Küppers et al reviewed various known and proposed risk factors for VIN recurrence. The two most predictive variables they identified were the degree of VIN and the presence of multifocality. That is, patients with VIN III were much more likely to recur than patients with VIN I or II. Likewise, patients who were treated for multifocal lesions were much more likely to recur than those with unifocal lesions. Women with both VIN III and multifocal lesions almost always recurred (94%).
Menopausal status and smoking were not predictive of recurrence of VIN. However, the numbers of both postmenopausal women and nonsmoking women in their study was small.
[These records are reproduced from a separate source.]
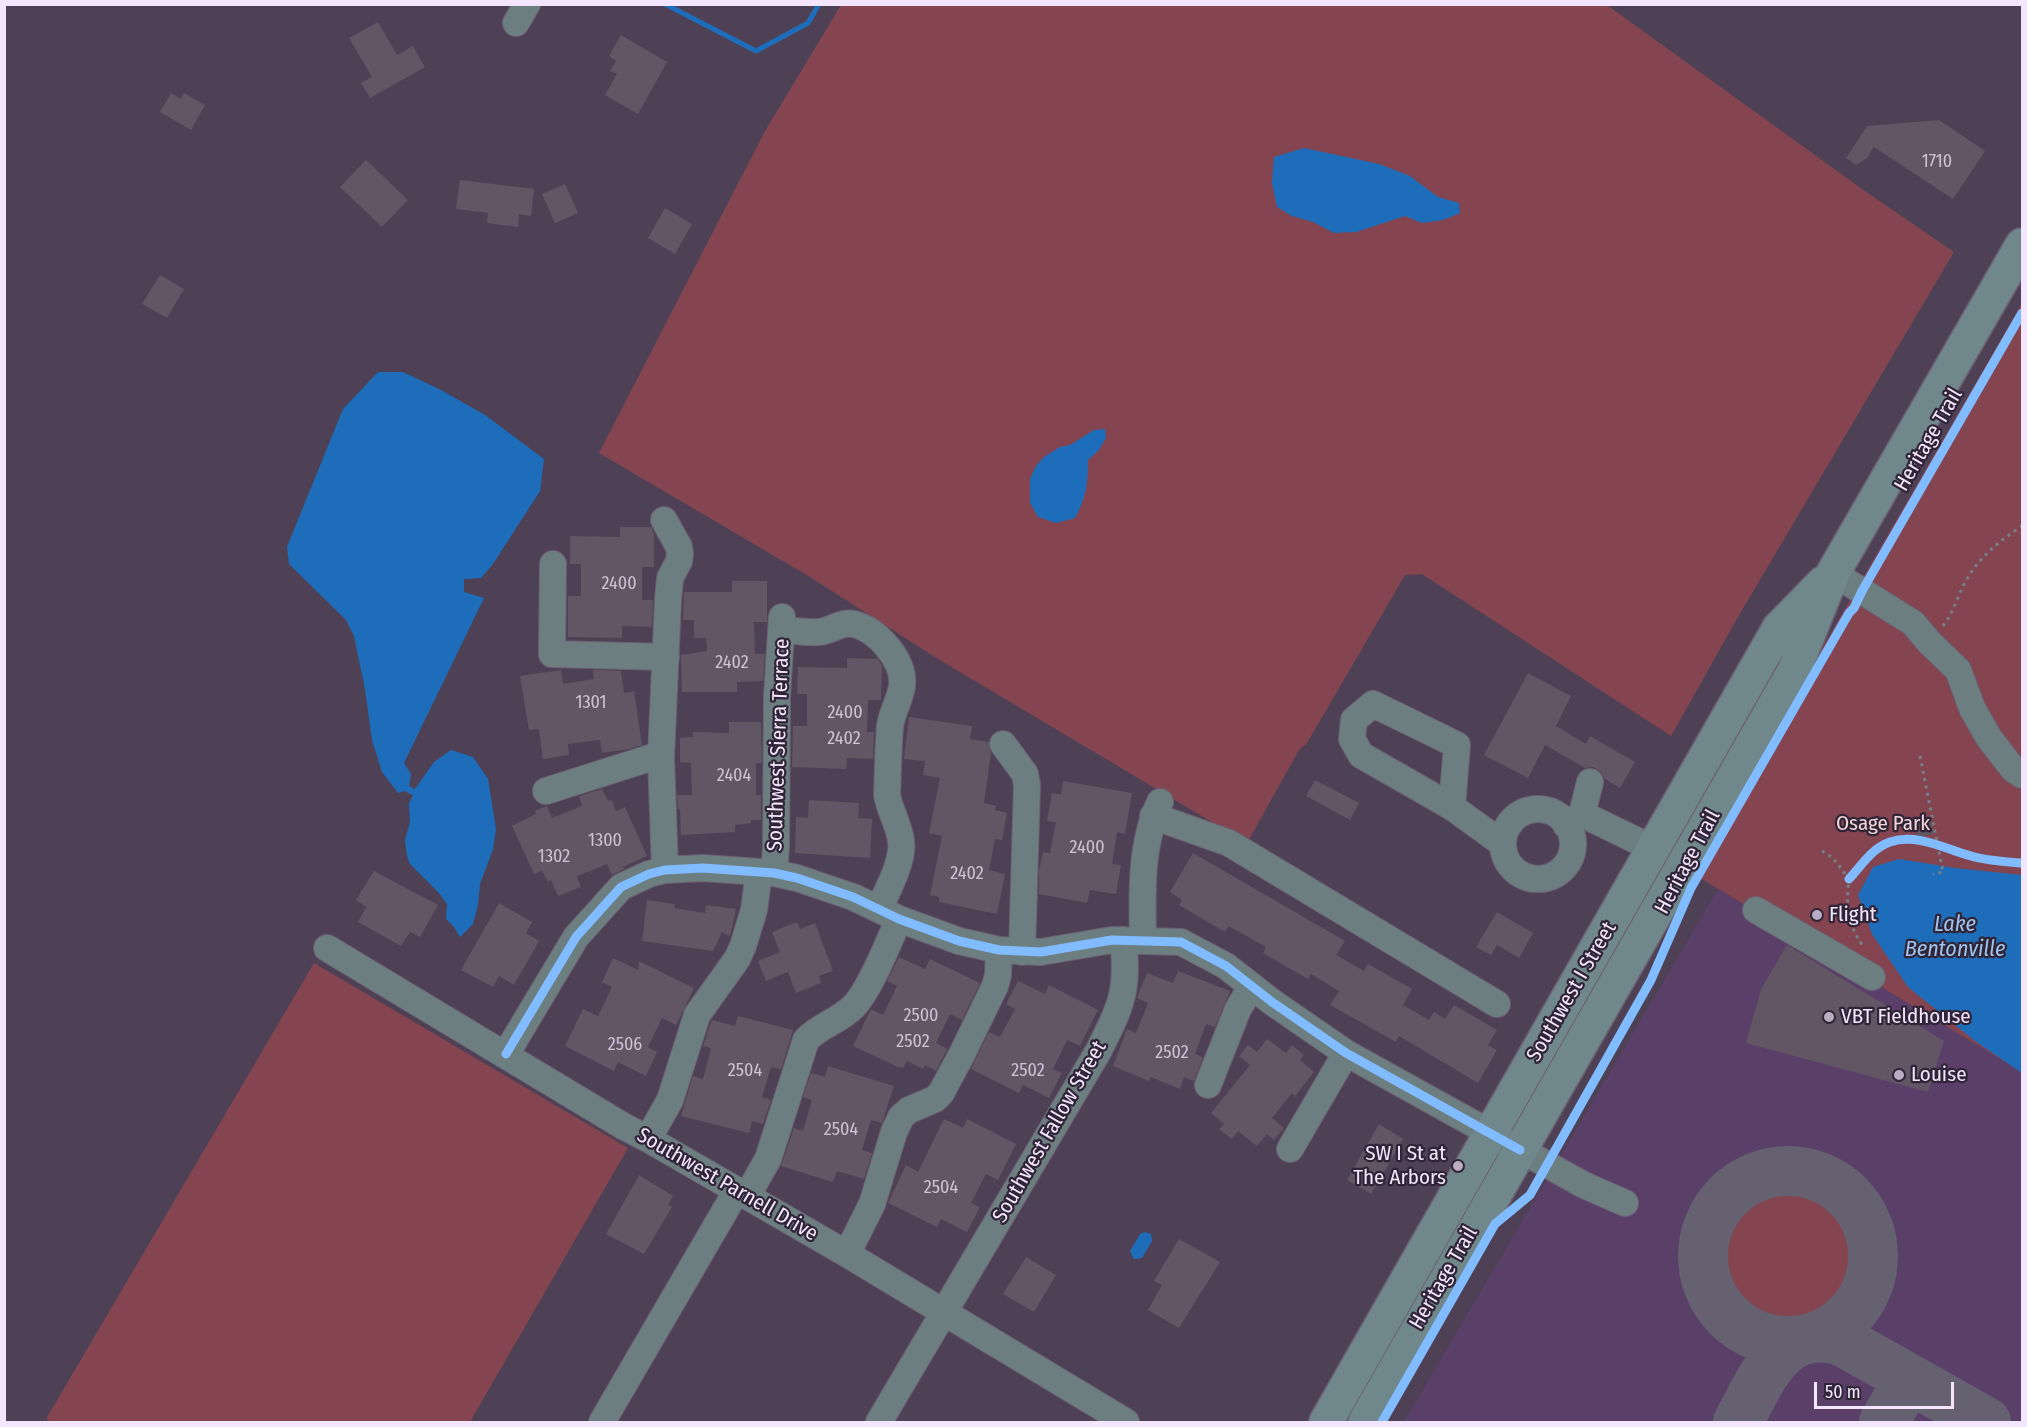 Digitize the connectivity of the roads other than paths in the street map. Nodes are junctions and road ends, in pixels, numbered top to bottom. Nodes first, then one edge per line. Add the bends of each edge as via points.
1 (2022, 245) edge
2 (664, 520) dead end
3 (553, 564) dead end
4 (1833, 573) junction
5 (666, 657) junction
6 (1003, 744) dead end
7 (661, 757) junction
8 (2022, 775) edge
9 (1590, 782) dead end
10 (546, 790) dead end
11 (1452, 807) junction
12 (1574, 820) junction
13 (1503, 844) junction
14 (1654, 849) junction
15 (665, 870) junction
16 (767, 873) junction
17 (1756, 910) dead end
18 (889, 914) junction
19 (1133, 940) junction
20 (327, 948) dead end
21 (1010, 951) junction
22 (1872, 977) dead end
23 (1252, 986) junction
24 (1497, 1004) dead end
25 (1346, 1053) junction
26 (506, 1054) junction
27 (1208, 1085) dead end
28 (1492, 1134) junction
29 (648, 1139) junction
30 (1290, 1149) dead end
31 (1520, 1150) junction
32 (742, 1193) junction
33 (1625, 1203) dead end
34 (847, 1254) junction
35 (943, 1313) junction
36 (602, 1422) edge
37 (879, 1422) edge
38 (1126, 1422) edge
39 (1326, 1422) edge
40 (1365, 1422) edge

1 - 4 main road, Southwest I Street
2 - 5 street via 680,554 670,578
3 - 5 street via 552,654
4 - 8 street via 1913,623 1958,670 1972,708 1989,738
4 - 14 main road, Southwest I Street via 1779,628
4 - 31 main road, Southwest I Street via 1794,671
5 - 7 street
6 - 21 street via 1025,774 1027,786
7 - 10 street
7 - 15 street
9 - 12 street
11 - 11 street via 1457,745 1373,704 1354,720 1352,739 1361,755
11 - 13 street
12 - 13 street via 1530,810 1510,822
12 - 13 street via 1572,852 1560,871 1550,877 1528,878 1518,873 1504,855
12 - 14 street
14 - 28 main road, Southwest I Street
15 - 16 street via 703,868
15 - 26 street via 621,887 576,937
16 - 18 street via 797,878
16 - 18 street, Southwest Sierra Terrace via 776,847 777,696 782,623 819,632 855,624 881,640 900,668 902,684 891,722 887,795 902,844
16 - 29 street, Southwest Sierra Terrace via 743,946 698,1015 670,1100
17 - 22 street
18 - 21 street via 959,941
18 - 32 street via 867,987 846,1013 806,1040 768,1159
19 - 21 street via 1041,952
19 - 23 street via 1181,942 1226,966
19 - 24 street, Southwest Fallow Street via 1149,830 1157,809 1229,843
19 - 35 street, Southwest Fallow Street via 1113,1023
20 - 26 street, Southwest Parnell Drive
21 - 34 street via 941,1093 901,1117 872,1204
23 - 25 street
23 - 27 street via 1238,1009
25 - 28 street
25 - 30 street
26 - 29 street, Southwest Parnell Drive
28 - 31 street
28 - 39 main road, Southwest I Street
29 - 32 street, Southwest Parnell Drive
31 - 33 street
31 - 40 main road, Southwest I Street
32 - 34 street, Southwest Parnell Drive
32 - 36 street
34 - 35 street, Southwest Parnell Drive
35 - 37 street, Southwest Fallow Street
35 - 38 street, Southwest Parnell Drive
CO2 laser therapy was compared to cold knife excisional therapy. No differences in recurrence rates were identified if only those patients with negative excisional margins were included. However, when all knife excision cases were compared to CO2 laser cases, there was a much higher rate of recurrence among knife excision cases because so many excised lesions had positive margins.
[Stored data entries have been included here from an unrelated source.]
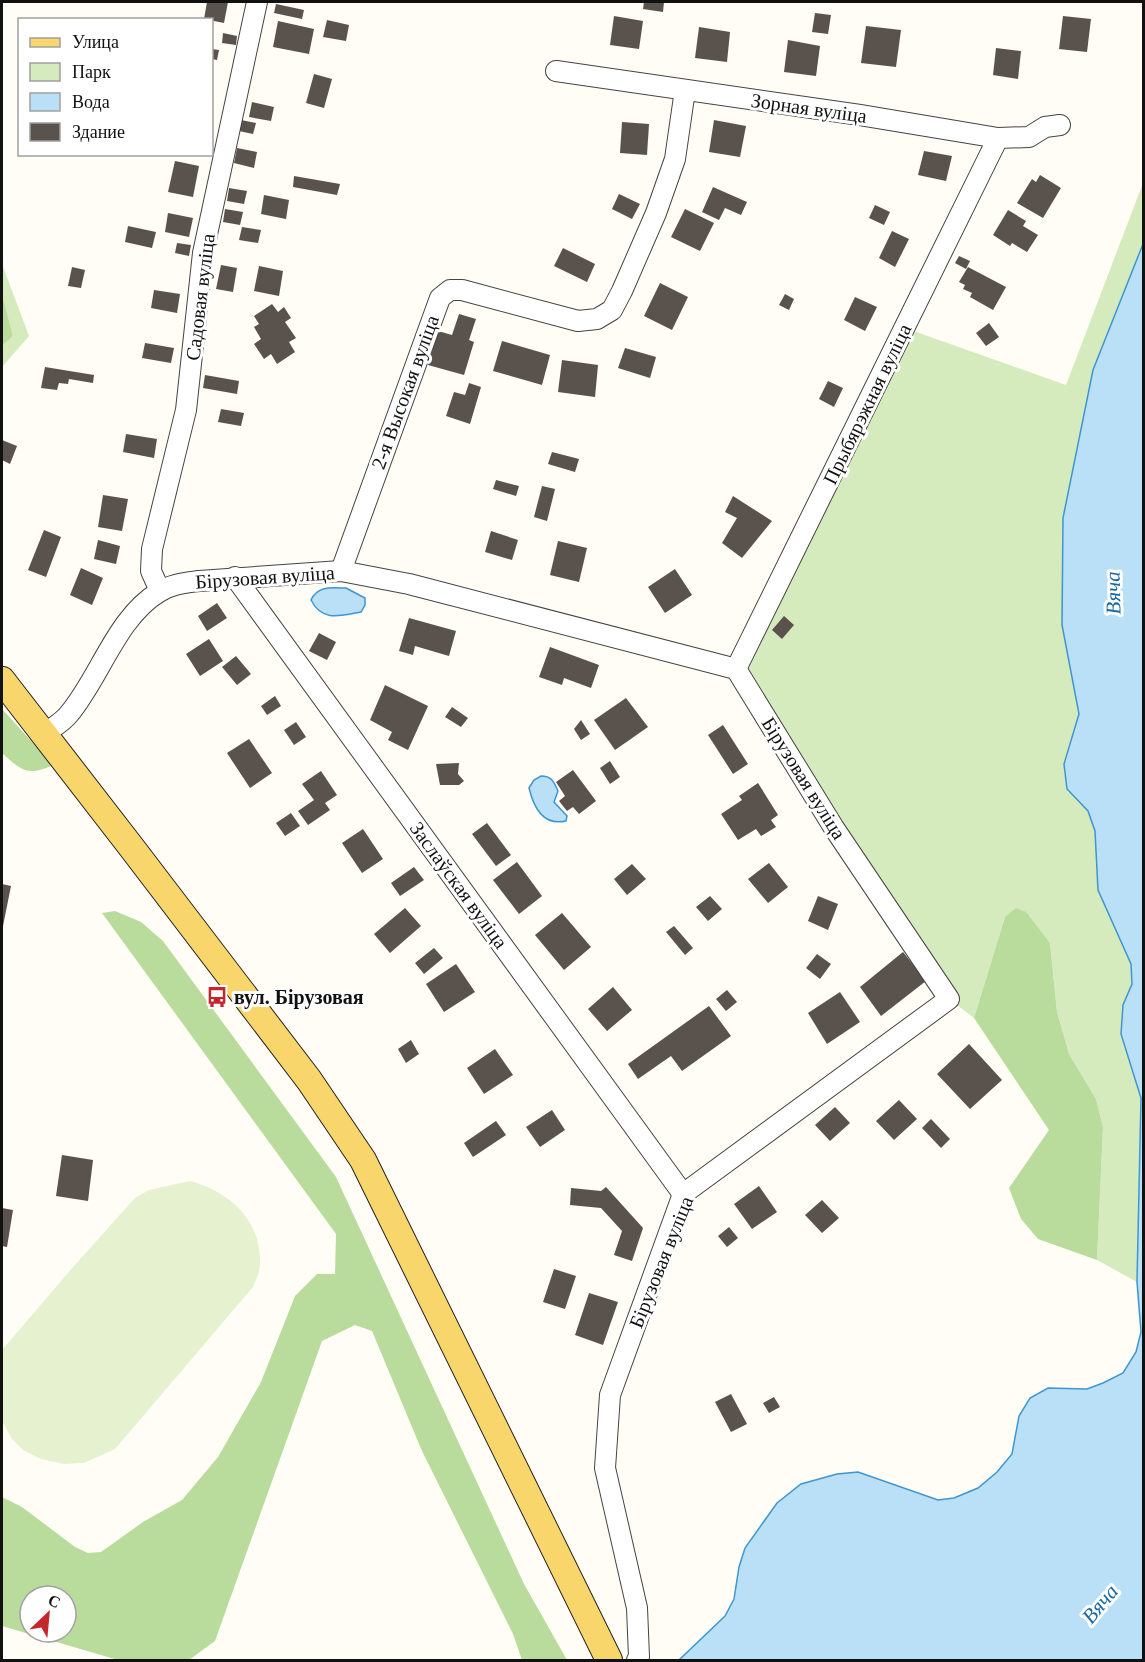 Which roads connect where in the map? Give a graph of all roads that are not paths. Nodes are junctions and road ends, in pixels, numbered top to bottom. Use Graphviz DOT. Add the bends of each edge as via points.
graph roads {
  1 [pos="257,2"];
  2 [pos="556,71"];
  3 [pos="685,90"];
  4 [pos="1060,125"];
  5 [pos="998,138"];
  6 [pos="341,571"];
  7 [pos="235,577"];
  8 [pos="160,591"];
  9 [pos="736,669"];
  10 [pos="2,680"];
  11 [pos="44,734"];
  12 [pos="683,1194"];
  13 [pos="609,1660"];
  14 [pos="637,1660"];
  1 -- 8 [label="street, Садовая вуліца" via="203,253 186,410 152,549 150,571"];
  2 -- 3 [label="street, Зорная вуліца"];
  3 -- 5 [label="street, Зорная вуліца"];
  3 -- 6 [label="street, 2-я Высокая вуліца" via="675,159 612,310 597,319 578,321 462,290 450,290 440,298"];
  4 -- 5 [label="street, Зорная вуліца" via="1046,127 1029,137"];
  5 -- 9 [label="street, Прыбярэжная вуліца"];
  6 -- 7 [label="street, Бірузовая вуліца"];
  6 -- 9 [label="street, Бірузовая вуліца" via="410,584"];
  7 -- 8 [label="street, Бірузовая вуліца" via="178,584"];
  7 -- 12 [label="street, Заслаўская вуліца"];
  8 -- 11 [label="street, Бірузовая вуліца" via="143,604 125,627 69,715"];
  9 -- 12 [label="street, Бірузовая вуліца" via="834,828 949,999"];
  10 -- 11 [label="main road"];
  11 -- 13 [label="main road" via="309,1080 363,1160"];
  12 -- 14 [label="street, Бірузовая вуліца" via="610,1395 605,1468 637,1608"];
} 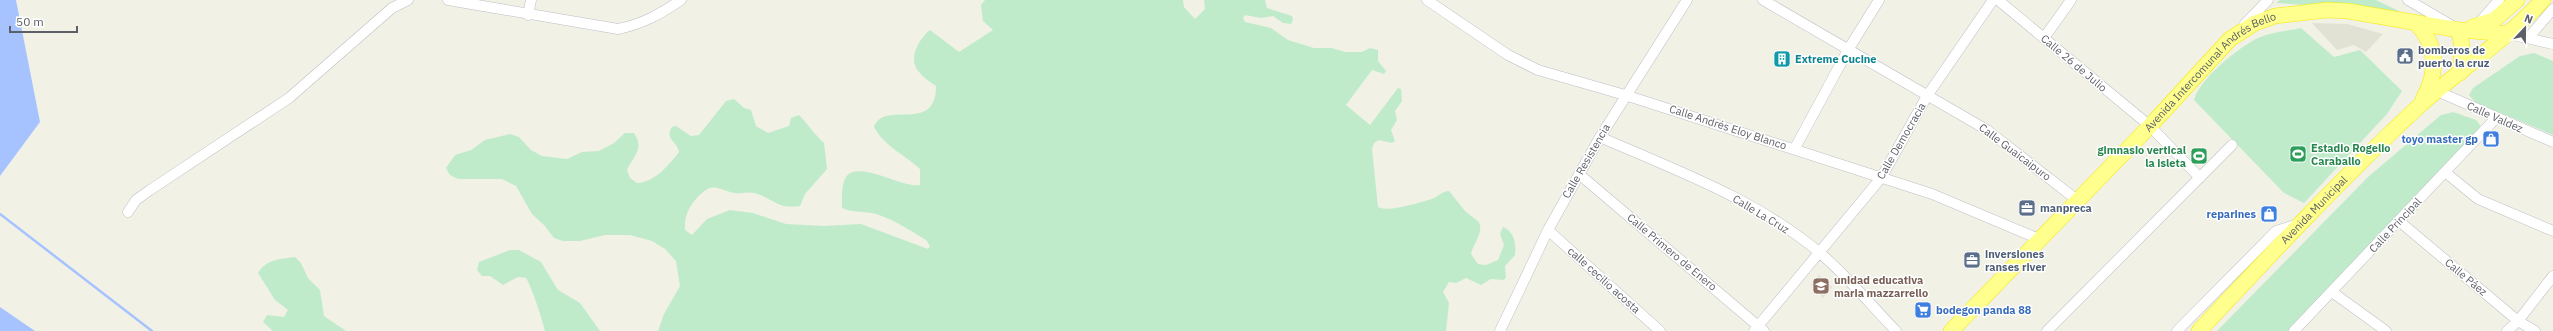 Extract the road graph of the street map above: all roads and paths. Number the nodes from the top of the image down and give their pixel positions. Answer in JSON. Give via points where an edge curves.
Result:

There is no doubt that VIN and invasive cancer is occurring at younger and younger ages. No longer is it rare to see a teenager with VIN III. In fact, in this series the patients with VIN III were on average almost six years younger than the women treated for VIN I-II.
Unfortunately, all of us who treat VIN with some frequency recognize that there is a high recurrence rate. Therefore, it is important to be certain that the initial treatment is both as complete as possible (free margins),and as minimal as possible to avoid disfigurement. Fortunately, the CO2 laser appears to be the ideal instrument to accomplish both of these aims. Because the laser should always be used with colposcopy, it is possible to identify the edges of the lesion and remove it completely. Likewise, the CO2 laser causes the least disfigurement (if properly used) of any of the treatment methods. This articleand several others reported elsewhere found that CO2 laser therapy was at least as good as, and probably superior to, local excision.
I am concerned about the ability of future clinicians to treat VIN with the CO2 laser. Because we no longer use the laser frequently in the treatment of VIN, few individuals are receiving the training that is necessary to be able to perform CO2 laser treatment of VIN safely and effectively. This would certainly be unfortunate since the laser appears to have many benefits over excision.
Although smoking was not a predictor of VIN recurrence in this study, more than two-thirds of the patients treated for VIN by Küppers et al were smokers. The association between smoking and invasive cancer of the vulva is well known, with a two- to four-fold increase in invasive disease among smokers when compared to nonsmokers. Perhaps smoking is the reason why so many young women are developing VIN, as compared to previous decades, since, unfortunately, young women comprise the largest group of smokers in the United States today.